How much should I eat?
Protein is the main building block of most of our cells. While the Centers for Disease Control and Prevention and nutritional agencies recommend that 10 percent to 35 percent of your calories come from protein, that message offers more confusion than clarity.
Here’s a good basic target for adults up to age 65: A 120-pound person should aim for at least 48 grams of protein daily; a 180-pound person should aim for at least 72 grams of protein daily.
Protein intake for adults older than 65 is slightly higher. Also important for seniors is to eat protein throughout the day to reduce the loss of muscle mass.
What are the best sources?
Protein is found in everything from meat to seeds, but what’s noteworthy is how many essential amino acids each source provides. There are
amino acids that must be obtained through our diet because our bodies can’t make them. That’s important because those nutrients play a pivotal role in metabolism, bolstering your health and creating critical new protein molecules.
Complete proteins are animal-based (meat, poultry, fish, milk, eggs and cheese) and provide all essential amino acids. But don’t use that as a reason to binge at the butcher shop. Several studies have reported that red meat can increase the risk of cardiovascular disease as well as certain cancers and Type 2 diabetes.
Incomplete proteins are plant-based (legumes, grains, nuts, seeds and vegetables), and each is low in one or more of the essential acids, so vegetarians need to vary their sources. For example, eating rice and beans together should provide a complete mix of the amino acids. Studies show that these pairings don’t need to occur within meals but rather over a 24-hour span.
Any combination of corn-, rice-, wheat- or soy-based proteins will provide the acids you need. Of this group, soy comes closest to being a complete protein.
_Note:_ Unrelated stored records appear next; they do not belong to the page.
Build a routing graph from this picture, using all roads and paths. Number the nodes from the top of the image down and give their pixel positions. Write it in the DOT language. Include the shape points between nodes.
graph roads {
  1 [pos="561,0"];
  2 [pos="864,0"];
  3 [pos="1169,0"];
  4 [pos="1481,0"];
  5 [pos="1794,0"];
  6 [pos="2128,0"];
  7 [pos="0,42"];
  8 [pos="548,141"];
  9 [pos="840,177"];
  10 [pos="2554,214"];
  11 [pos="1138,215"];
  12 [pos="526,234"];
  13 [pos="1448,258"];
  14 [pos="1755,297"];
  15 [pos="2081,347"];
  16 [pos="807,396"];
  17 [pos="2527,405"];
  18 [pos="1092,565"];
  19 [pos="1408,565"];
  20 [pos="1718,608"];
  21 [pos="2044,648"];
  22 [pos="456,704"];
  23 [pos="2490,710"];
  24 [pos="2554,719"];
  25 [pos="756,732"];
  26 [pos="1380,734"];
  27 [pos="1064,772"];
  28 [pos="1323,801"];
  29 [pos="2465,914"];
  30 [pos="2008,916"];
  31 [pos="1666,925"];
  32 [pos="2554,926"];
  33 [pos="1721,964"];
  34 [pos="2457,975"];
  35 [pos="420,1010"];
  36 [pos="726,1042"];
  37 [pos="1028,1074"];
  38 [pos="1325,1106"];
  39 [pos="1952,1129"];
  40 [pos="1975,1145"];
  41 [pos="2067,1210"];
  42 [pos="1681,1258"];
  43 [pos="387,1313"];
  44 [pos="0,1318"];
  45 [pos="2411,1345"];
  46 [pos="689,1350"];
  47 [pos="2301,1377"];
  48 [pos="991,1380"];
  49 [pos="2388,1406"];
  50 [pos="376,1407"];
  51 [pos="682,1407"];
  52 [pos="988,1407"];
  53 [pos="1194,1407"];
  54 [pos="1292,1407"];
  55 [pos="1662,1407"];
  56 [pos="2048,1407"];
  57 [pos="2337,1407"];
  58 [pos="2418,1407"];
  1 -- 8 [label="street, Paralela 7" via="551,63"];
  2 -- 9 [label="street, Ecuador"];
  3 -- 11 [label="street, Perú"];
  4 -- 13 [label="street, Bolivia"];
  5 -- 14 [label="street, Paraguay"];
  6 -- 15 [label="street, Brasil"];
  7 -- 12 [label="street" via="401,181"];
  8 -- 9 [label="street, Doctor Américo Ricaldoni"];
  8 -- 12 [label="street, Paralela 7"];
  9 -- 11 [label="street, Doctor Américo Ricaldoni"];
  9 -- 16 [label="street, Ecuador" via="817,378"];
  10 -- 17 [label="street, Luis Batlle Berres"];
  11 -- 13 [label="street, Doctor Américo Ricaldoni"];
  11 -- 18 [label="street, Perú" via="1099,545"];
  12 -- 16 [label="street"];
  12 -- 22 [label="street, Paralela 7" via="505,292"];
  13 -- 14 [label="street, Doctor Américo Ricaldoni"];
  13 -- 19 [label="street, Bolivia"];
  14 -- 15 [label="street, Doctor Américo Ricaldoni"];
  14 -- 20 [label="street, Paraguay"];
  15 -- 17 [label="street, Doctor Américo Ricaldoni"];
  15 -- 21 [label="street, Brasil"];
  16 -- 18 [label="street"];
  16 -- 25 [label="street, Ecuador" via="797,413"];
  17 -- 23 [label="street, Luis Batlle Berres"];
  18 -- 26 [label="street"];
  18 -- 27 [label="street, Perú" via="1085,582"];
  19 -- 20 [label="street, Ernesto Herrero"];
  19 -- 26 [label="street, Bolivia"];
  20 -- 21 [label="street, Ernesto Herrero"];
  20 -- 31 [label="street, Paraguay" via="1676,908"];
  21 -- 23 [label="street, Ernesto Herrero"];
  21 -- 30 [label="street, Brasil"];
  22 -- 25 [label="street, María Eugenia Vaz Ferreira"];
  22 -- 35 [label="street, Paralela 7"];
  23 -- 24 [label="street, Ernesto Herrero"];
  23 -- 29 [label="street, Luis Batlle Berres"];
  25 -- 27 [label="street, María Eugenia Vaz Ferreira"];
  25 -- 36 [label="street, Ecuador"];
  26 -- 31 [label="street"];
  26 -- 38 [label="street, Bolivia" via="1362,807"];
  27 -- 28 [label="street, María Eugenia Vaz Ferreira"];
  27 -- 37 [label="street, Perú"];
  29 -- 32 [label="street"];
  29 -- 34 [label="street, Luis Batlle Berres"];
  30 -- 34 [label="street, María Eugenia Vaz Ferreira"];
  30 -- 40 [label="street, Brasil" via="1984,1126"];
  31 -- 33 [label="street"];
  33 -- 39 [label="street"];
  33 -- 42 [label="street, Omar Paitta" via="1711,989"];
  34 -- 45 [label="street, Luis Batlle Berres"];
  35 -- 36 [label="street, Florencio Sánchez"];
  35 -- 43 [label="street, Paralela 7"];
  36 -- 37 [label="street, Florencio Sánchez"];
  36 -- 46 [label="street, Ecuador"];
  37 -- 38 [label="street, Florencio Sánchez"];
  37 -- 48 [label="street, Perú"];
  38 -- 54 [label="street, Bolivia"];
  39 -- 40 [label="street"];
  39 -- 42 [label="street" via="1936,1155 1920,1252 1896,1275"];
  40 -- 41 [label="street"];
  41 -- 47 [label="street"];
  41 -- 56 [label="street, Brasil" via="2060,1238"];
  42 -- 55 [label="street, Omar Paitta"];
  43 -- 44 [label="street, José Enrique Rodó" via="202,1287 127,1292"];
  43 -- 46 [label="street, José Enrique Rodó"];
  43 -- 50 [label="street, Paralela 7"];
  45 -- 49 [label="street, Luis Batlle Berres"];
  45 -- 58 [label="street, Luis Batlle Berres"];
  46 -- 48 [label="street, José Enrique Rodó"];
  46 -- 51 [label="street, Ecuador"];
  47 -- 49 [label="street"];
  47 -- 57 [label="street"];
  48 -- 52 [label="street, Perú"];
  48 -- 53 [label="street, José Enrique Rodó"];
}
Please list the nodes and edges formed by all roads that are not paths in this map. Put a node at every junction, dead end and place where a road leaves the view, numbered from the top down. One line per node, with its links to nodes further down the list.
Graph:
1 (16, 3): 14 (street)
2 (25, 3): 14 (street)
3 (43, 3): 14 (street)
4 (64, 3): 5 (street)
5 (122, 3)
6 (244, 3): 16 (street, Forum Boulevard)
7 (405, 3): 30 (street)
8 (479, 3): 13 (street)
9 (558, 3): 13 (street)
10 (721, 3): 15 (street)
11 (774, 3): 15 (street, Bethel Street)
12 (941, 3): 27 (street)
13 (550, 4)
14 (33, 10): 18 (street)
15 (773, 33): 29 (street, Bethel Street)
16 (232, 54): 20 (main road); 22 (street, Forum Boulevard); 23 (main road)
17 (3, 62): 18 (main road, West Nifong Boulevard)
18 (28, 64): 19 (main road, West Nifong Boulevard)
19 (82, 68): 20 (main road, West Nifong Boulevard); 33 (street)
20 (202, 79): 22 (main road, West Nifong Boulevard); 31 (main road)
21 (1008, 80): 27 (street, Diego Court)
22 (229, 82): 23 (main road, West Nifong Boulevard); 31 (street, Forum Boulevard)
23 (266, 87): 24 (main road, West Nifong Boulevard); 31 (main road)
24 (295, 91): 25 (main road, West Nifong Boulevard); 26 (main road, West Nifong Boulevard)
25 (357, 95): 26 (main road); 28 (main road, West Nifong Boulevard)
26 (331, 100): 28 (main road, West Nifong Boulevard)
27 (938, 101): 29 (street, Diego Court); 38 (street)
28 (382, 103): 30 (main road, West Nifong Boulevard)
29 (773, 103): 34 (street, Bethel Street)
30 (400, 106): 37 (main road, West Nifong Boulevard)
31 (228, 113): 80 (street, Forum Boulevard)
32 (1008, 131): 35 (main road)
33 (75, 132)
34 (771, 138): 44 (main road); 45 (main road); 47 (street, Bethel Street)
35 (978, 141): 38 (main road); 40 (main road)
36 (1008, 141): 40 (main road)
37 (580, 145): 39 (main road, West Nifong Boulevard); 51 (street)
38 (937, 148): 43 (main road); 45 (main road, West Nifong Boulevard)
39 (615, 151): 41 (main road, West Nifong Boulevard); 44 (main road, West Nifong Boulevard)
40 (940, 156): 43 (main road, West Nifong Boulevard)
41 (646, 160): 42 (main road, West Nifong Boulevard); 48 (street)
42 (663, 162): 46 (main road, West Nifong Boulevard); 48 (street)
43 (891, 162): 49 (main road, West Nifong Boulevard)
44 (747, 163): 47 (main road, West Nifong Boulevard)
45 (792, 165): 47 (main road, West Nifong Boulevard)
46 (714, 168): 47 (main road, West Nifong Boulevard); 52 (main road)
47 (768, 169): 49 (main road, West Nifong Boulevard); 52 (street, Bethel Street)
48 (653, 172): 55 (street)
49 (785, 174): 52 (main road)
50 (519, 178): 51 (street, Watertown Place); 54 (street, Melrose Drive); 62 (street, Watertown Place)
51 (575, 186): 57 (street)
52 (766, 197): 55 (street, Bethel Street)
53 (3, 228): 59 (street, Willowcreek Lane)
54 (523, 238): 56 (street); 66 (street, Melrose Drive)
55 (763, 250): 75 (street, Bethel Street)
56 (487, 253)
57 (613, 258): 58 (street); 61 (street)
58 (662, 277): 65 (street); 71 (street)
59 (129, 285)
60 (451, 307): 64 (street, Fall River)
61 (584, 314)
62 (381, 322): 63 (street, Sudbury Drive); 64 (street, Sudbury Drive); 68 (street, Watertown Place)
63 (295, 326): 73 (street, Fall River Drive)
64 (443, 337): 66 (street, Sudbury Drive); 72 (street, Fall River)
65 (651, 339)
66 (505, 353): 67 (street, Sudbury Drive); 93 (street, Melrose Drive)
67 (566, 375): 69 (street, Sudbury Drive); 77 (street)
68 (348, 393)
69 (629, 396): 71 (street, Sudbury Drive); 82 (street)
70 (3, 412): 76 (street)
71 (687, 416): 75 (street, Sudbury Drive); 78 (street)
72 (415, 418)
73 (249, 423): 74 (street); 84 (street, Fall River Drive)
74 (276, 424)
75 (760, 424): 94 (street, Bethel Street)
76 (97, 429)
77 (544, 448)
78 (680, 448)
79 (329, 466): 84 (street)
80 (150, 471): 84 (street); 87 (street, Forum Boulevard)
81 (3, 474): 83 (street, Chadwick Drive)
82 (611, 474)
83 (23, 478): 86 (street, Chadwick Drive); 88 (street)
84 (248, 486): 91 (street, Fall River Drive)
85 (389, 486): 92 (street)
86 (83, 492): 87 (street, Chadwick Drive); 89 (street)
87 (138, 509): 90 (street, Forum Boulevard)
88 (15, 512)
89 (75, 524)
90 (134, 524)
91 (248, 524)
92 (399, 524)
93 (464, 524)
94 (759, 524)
Can too much protein be harmful?
A high-protein diet can worsen kidney function in people with kidney disease. Think that warning doesn’t apply to you? The vast majority of people with kidney disease don’t know they have it because the damage occurs so slowly. Cleveland Clinic researchers speculate that one in five overweight adults has at least a mild form of kidney disease.
And when they analyzed the habits of more than 10,000 overweight adults in a 2012 study, they found that many had tried high-protein diets in an attempt to lose weight, putting their kidneys at risk. Excessive protein intake over the long term might also cause calcium to be excreted from bones, increasing the risk of osteoporosis and fractures.
There are also inherent dangers in taking protein supplements, which have soared in use. The Food and Drug Administration doesn’t test these supplements for safety before they reach the market, which means they are a potential source of such dangerous substances as amphetamines and steroids. And a 2010 Consumer Reports investigation found that some protein shakes, if consumed frequently, could expose people to potentially toxic levels of arsenic, cadmium and lead.
What happens if I don’t get enough?
If you’re a senior, take note: It’s especially important that you focus on getting your daily protein fix. An international group of researchers recently concluded that keeping your protein consumption high will help you recover more quickly from illness. Specifically, it could help offset aches and pains associated with age-related inflammatory conditions, according to their study, published in the Journal of the American Medical Directors Association.
What’s more, a lack of protein in anyone’s diet could increase the chances of gaining weight. When protein consumption is low, people tend to instinctively turn to unhealthful foods to raise their protein level. “People will overeat calories to get adequate protein,” says George Bray, chief of the division of clinical obesity and metabolism at the Pennington Biomedical Research Center at Louisiana State University.
“And to make matters worse, when people don’t get enough protein, research suggests that they store more fat.”